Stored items
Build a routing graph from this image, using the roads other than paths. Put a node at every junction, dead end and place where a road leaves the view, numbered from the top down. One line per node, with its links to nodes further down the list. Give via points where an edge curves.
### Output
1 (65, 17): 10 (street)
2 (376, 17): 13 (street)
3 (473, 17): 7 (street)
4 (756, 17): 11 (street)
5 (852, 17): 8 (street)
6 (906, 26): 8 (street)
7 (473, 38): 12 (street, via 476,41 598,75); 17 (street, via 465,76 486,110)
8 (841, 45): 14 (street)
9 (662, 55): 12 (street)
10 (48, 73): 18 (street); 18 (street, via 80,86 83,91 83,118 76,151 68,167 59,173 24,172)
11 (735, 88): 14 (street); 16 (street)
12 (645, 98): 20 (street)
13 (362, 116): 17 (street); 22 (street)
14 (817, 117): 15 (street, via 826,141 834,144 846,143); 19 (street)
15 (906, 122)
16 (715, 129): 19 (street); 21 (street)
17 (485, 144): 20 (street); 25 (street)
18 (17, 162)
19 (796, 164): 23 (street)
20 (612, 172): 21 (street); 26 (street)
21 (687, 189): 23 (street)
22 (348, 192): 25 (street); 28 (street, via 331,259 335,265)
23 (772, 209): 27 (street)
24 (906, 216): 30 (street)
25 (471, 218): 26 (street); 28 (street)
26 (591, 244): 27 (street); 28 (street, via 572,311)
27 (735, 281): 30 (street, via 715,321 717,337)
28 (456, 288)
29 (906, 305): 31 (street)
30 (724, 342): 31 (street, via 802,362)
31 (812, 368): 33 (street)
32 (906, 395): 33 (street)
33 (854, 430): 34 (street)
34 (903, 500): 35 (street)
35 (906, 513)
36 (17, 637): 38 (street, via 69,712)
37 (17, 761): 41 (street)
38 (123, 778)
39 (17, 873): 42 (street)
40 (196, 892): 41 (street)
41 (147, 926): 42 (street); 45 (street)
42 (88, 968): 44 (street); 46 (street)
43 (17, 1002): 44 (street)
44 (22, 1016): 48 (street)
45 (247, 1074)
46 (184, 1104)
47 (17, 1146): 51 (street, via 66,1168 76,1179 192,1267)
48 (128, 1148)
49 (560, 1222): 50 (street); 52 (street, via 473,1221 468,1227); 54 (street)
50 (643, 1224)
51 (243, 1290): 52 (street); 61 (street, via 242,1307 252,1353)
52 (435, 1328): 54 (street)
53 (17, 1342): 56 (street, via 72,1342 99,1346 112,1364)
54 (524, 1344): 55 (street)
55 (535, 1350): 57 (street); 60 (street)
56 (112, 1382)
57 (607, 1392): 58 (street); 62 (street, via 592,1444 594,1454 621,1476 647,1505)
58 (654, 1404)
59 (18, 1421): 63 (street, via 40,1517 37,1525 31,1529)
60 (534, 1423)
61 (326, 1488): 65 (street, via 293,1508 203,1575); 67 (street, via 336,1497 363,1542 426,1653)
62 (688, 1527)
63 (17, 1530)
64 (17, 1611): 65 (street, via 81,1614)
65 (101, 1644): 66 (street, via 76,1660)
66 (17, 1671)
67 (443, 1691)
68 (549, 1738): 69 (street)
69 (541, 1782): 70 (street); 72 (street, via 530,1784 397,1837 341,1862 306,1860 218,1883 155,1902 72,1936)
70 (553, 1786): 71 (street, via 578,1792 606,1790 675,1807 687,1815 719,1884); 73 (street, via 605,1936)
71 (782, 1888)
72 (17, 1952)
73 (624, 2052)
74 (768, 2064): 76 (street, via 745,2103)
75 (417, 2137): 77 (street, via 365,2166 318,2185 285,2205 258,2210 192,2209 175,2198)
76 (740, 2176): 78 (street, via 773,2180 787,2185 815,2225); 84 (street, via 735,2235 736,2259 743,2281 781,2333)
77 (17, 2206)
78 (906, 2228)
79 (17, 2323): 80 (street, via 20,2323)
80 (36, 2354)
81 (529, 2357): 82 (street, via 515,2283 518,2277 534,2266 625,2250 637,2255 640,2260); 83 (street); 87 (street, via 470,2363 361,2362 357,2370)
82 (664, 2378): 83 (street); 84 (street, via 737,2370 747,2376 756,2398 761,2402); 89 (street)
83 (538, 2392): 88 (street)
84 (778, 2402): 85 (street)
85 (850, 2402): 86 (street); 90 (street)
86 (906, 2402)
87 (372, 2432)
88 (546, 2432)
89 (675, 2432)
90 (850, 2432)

### ABOUT THIS TASK
Reproduce the data shown above exactly.

### TASK OUTPUT
Build a routing graph from this image, using the roads other than paths. Put a node at every junction, dead end and place where a road leaves the view, numbered from the top down. One line per node, with its links to nodes further down the list. Give via points where an edge curves.
### Output
1 (65, 17): 10 (street)
2 (376, 17): 13 (street)
3 (473, 17): 7 (street)
4 (756, 17): 11 (street)
5 (852, 17): 8 (street)
6 (906, 26): 8 (street)
7 (473, 38): 12 (street, via 476,41 598,75); 17 (street, via 465,76 486,110)
8 (841, 45): 14 (street)
9 (662, 55): 12 (street)
10 (48, 73): 18 (street); 18 (street, via 80,86 83,91 83,118 76,151 68,167 59,173 24,172)
11 (735, 88): 14 (street); 16 (street)
12 (645, 98): 20 (street)
13 (362, 116): 17 (street); 22 (street)
14 (817, 117): 15 (street, via 826,141 834,144 846,143); 19 (street)
15 (906, 122)
16 (715, 129): 19 (street); 21 (street)
17 (485, 144): 20 (street); 25 (street)
18 (17, 162)
19 (796, 164): 23 (street)
20 (612, 172): 21 (street); 26 (street)
21 (687, 189): 23 (street)
22 (348, 192): 25 (street); 28 (street, via 331,259 335,265)
23 (772, 209): 27 (street)
24 (906, 216): 30 (street)
25 (471, 218): 26 (street); 28 (street)
26 (591, 244): 27 (street); 28 (street, via 572,311)
27 (735, 281): 30 (street, via 715,321 717,337)
28 (456, 288)
29 (906, 305): 31 (street)
30 (724, 342): 31 (street, via 802,362)
31 (812, 368): 33 (street)
32 (906, 395): 33 (street)
33 (854, 430): 34 (street)
34 (903, 500): 35 (street)
35 (906, 513)
36 (17, 637): 38 (street, via 69,712)
37 (17, 761): 41 (street)
38 (123, 778)
39 (17, 873): 42 (street)
40 (196, 892): 41 (street)
41 (147, 926): 42 (street); 45 (street)
42 (88, 968): 44 (street); 46 (street)
43 (17, 1002): 44 (street)
44 (22, 1016): 48 (street)
45 (247, 1074)
46 (184, 1104)
47 (17, 1146): 51 (street, via 66,1168 76,1179 192,1267)
48 (128, 1148)
49 (560, 1222): 50 (street); 52 (street, via 473,1221 468,1227); 54 (street)
50 (643, 1224)
51 (243, 1290): 52 (street); 61 (street, via 242,1307 252,1353)
52 (435, 1328): 54 (street)
53 (17, 1342): 56 (street, via 72,1342 99,1346 112,1364)
54 (524, 1344): 55 (street)
55 (535, 1350): 57 (street); 60 (street)
56 (112, 1382)
57 (607, 1392): 58 (street); 62 (street, via 592,1444 594,1454 621,1476 647,1505)
58 (654, 1404)
59 (18, 1421): 63 (street, via 40,1517 37,1525 31,1529)
60 (534, 1423)
61 (326, 1488): 65 (street, via 293,1508 203,1575); 67 (street, via 336,1497 363,1542 426,1653)
62 (688, 1527)
63 (17, 1530)
64 (17, 1611): 65 (street, via 81,1614)
65 (101, 1644): 66 (street, via 76,1660)
66 (17, 1671)
67 (443, 1691)
68 (549, 1738): 69 (street)
69 (541, 1782): 70 (street); 72 (street, via 530,1784 397,1837 341,1862 306,1860 218,1883 155,1902 72,1936)
70 (553, 1786): 71 (street, via 578,1792 606,1790 675,1807 687,1815 719,1884); 73 (street, via 605,1936)
71 (782, 1888)
72 (17, 1952)
73 (624, 2052)
74 (768, 2064): 76 (street, via 745,2103)
75 (417, 2137): 77 (street, via 365,2166 318,2185 285,2205 258,2210 192,2209 175,2198)
76 (740, 2176): 78 (street, via 773,2180 787,2185 815,2225); 84 (street, via 735,2235 736,2259 743,2281 781,2333)
77 (17, 2206)
78 (906, 2228)
79 (17, 2323): 80 (street, via 20,2323)
80 (36, 2354)
81 (529, 2357): 82 (street, via 515,2283 518,2277 534,2266 625,2250 637,2255 640,2260); 83 (street); 87 (street, via 470,2363 361,2362 357,2370)
82 (664, 2378): 83 (street); 84 (street, via 737,2370 747,2376 756,2398 761,2402); 89 (street)
83 (538, 2392): 88 (street)
84 (778, 2402): 85 (street)
85 (850, 2402): 86 (street); 90 (street)
86 (906, 2402)
87 (372, 2432)
88 (546, 2432)
89 (675, 2432)
90 (850, 2432)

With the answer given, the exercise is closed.